Purification and properties of human D-3-hydroxyacyl-CoA dehydratase: Medium-chain enoyl-CoA hydratase is D-3-hydroxyacyl-CoA dehydratase

Human medium-chain enoyl-CoA hydratase was purified hom liver, because we noticed the presence of a high medium-chain enoyl-CoA hydratase activity in human skin fibroblasts catalyzed by an enzyme different from the known enzymes catalyzing the enoyl-CoA hydratase reaction. Two enzyme preparations were obtained. One of them, preparation I, consisted of 46-kDa polypeptide, and its molecular mass was estimated to be 86 kDa, The other, preparation II, consisted of a major 77-kDa polypeptide and minor smaller polypeptides including 46-kDa polypeptide. The molecular mass of preparation II was 154 kDa.
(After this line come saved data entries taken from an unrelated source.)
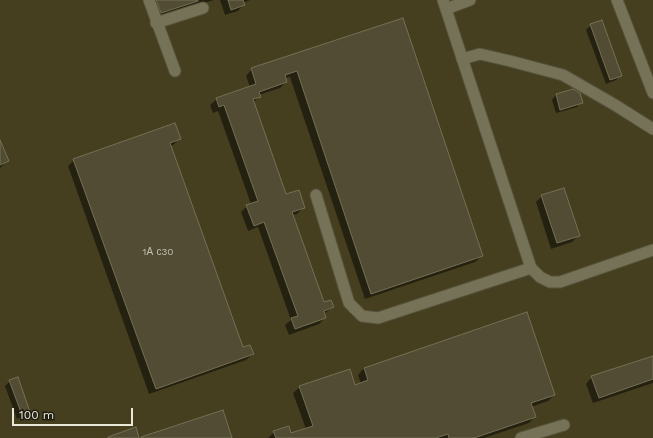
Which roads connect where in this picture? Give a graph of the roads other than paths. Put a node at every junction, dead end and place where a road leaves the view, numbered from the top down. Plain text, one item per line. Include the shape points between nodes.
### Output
1 (149, 0) edge
2 (470, 0) edge
3 (618, 0) edge
4 (445, 5) edge
5 (203, 8) dead end
6 (156, 23) junction
7 (462, 59) junction
8 (175, 71) dead end
9 (653, 93) edge
10 (653, 129) edge
11 (316, 194) dead end
12 (653, 250) edge
13 (531, 268) junction
14 (564, 425) dead end
15 (521, 438) edge

1 - 6 street
2 - 4 street
3 - 9 street
4 - 7 street
5 - 6 street
6 - 8 street
7 - 10 street via 480,54 563,75
7 - 13 street
11 - 13 street via 350,303 362,316 378,318
12 - 13 street via 560,282 550,282
14 - 15 street

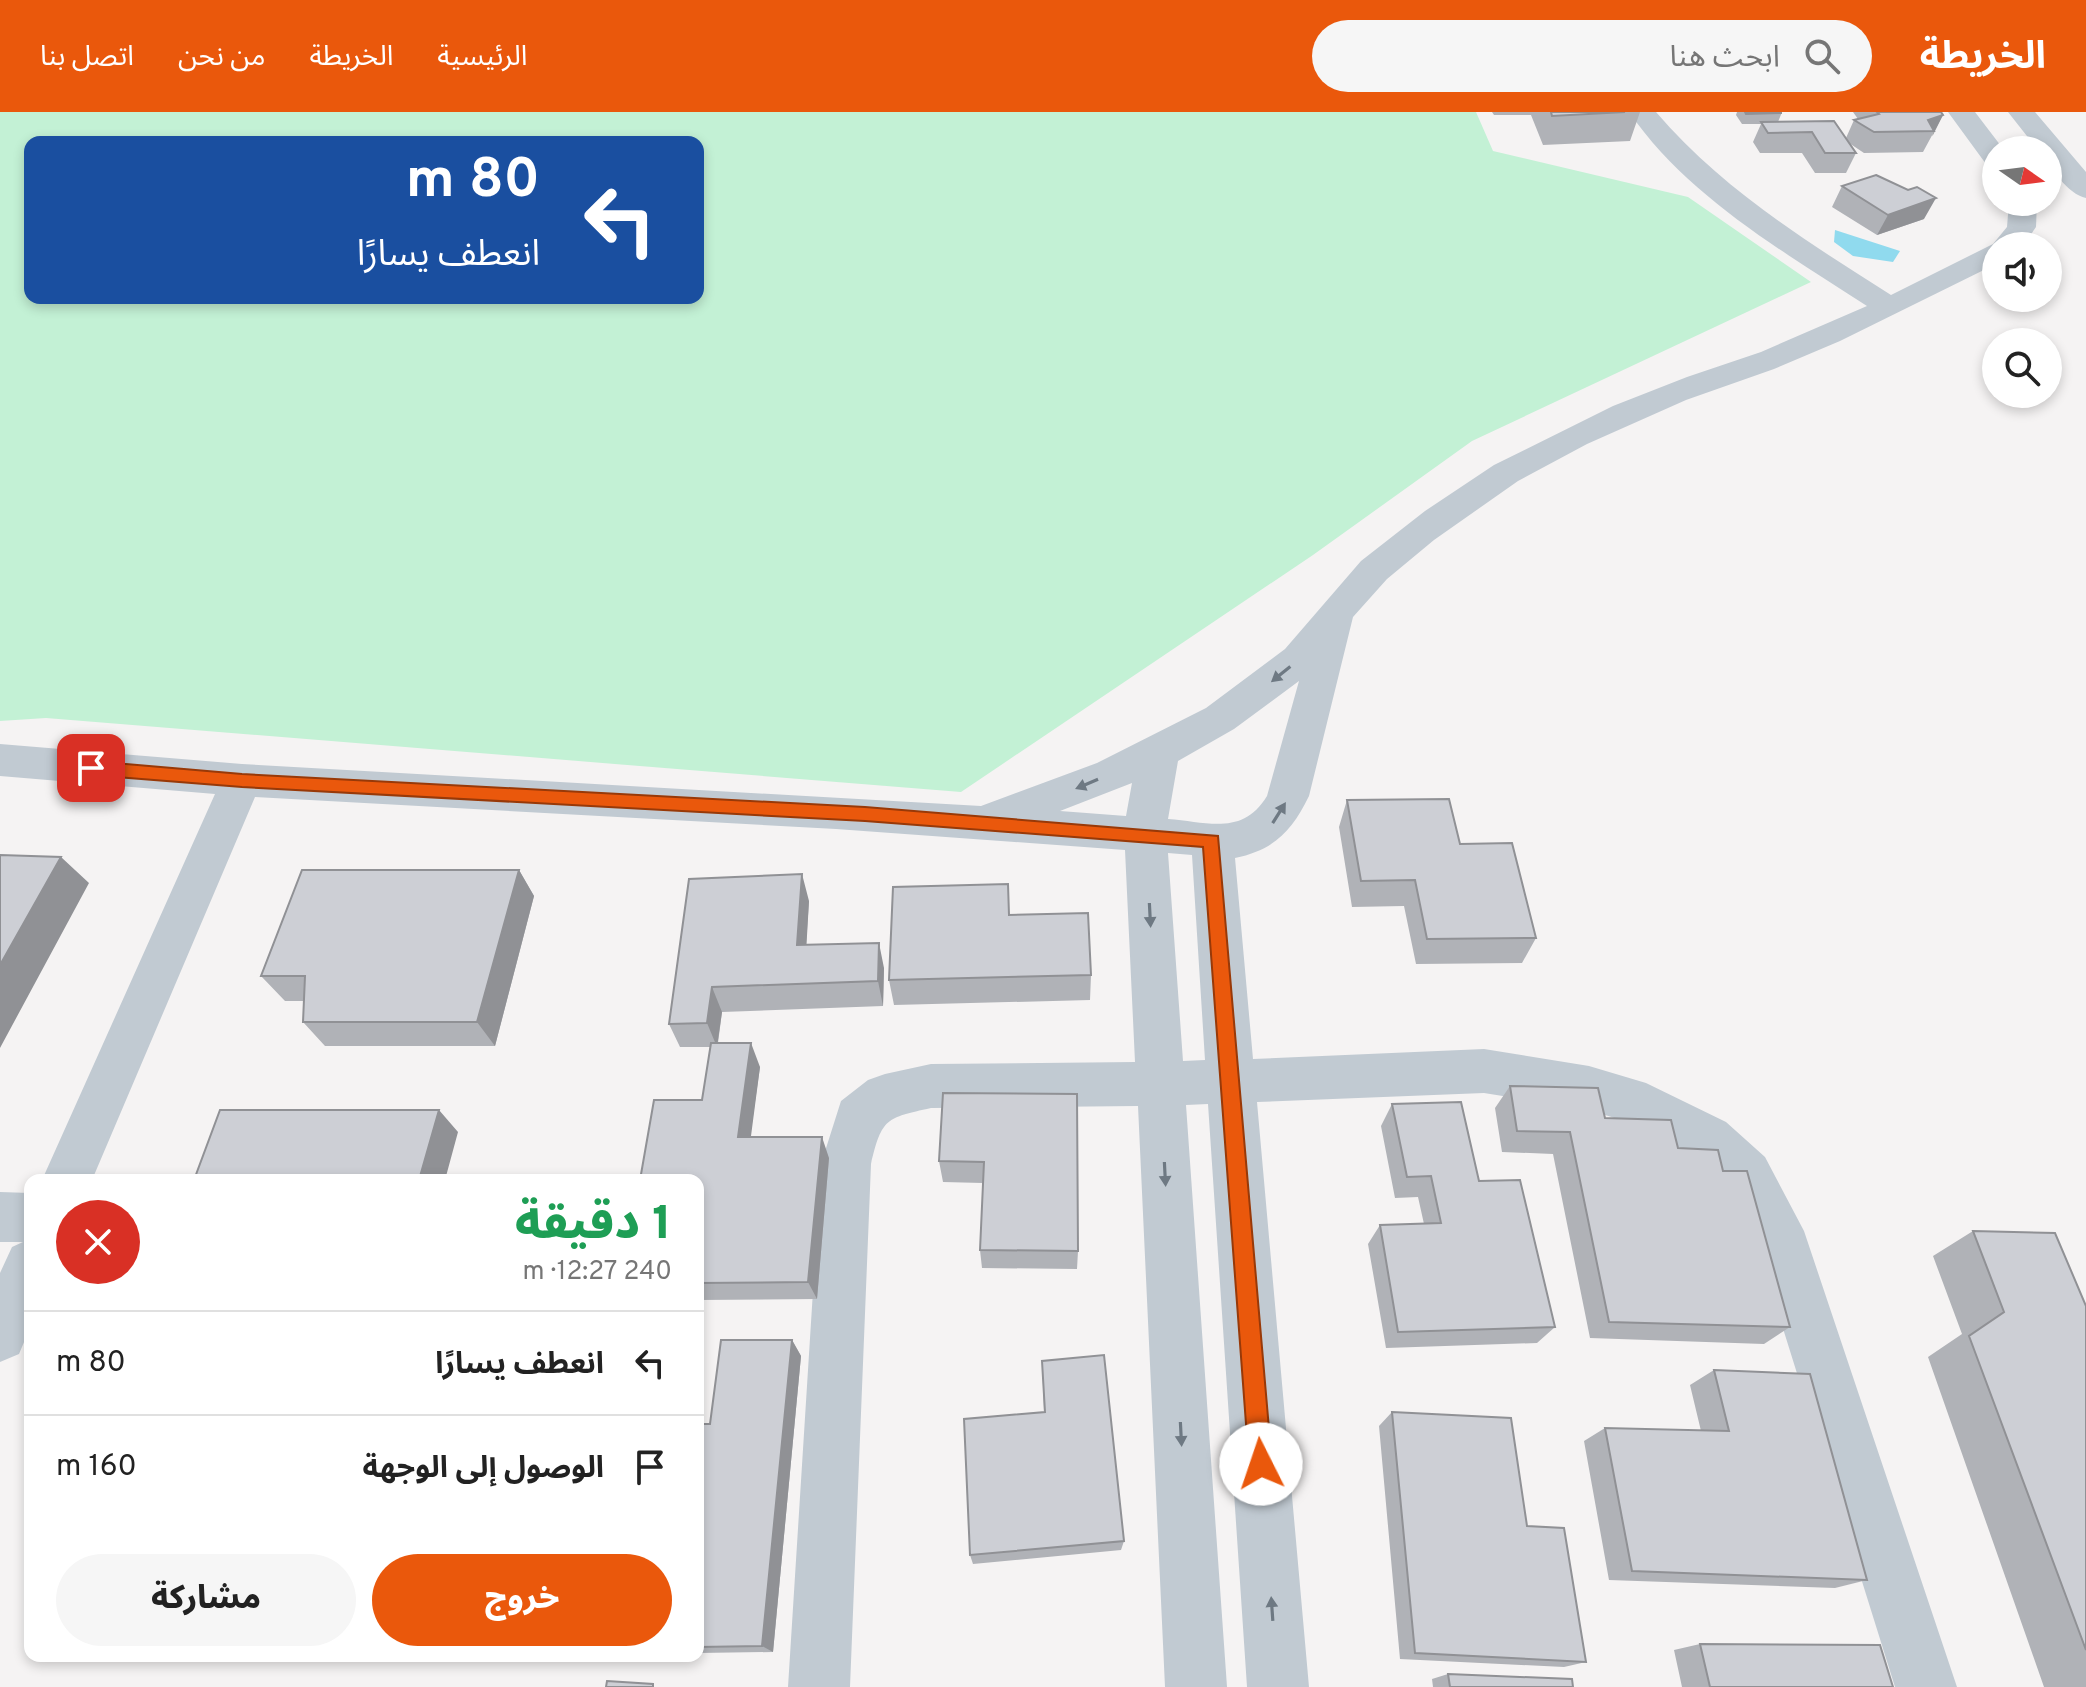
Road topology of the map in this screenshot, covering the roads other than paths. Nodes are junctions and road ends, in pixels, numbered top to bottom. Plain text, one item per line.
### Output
1 (1642, 112) edge
2 (1961, 112) edge
3 (2021, 112) edge
4 (1982, 140) edge
5 (2086, 190) edge
6 (1982, 259) edge
7 (1887, 306) junction
8 (1335, 618) junction
9 (1159, 754) junction
10 (0, 760) edge
11 (242, 780) junction
12 (980, 822) junction
13 (1146, 837) junction
14 (1212, 841) junction
15 (1231, 1081) junction
16 (1160, 1084) junction
17 (70, 1174) edge
18 (0, 1217) edge
19 (24, 1218) edge
20 (24, 1279) edge
21 (0, 1335) edge
22 (819, 1687) edge
23 (1196, 1687) edge
24 (1278, 1687) edge
25 (1926, 1687) edge

1 - 7 street
2 - 4 street
3 - 5 street
6 - 7 street
7 - 8 street
8 -> 9 street
14 -> 8 street
9 -> 12 street
9 - 13 street
10 - 11 street
11 - 12 street
11 - 17 street
12 - 13 street
13 - 14 street
13 -> 16 street
14 - 15 street
15 - 16 street
24 -> 15 street
15 - 25 street
16 - 22 street
16 -> 23 street
18 - 19 street
20 - 21 street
Both enzyme preparations catalyzed reversible dehydration of medium-chain D-3-hydroxyacyl-CoA to 2-trans-enoyl-CoA, but did not react with L-3-hydroxyacyl-CoA. Catalytic properties and immunochemical reactivities of these enzyme preparations were nearly the same, The cross-reactive material to the antibody was confirmed to be in peroxisomes by immunohistochemical study of cultured human skin fibroblasts.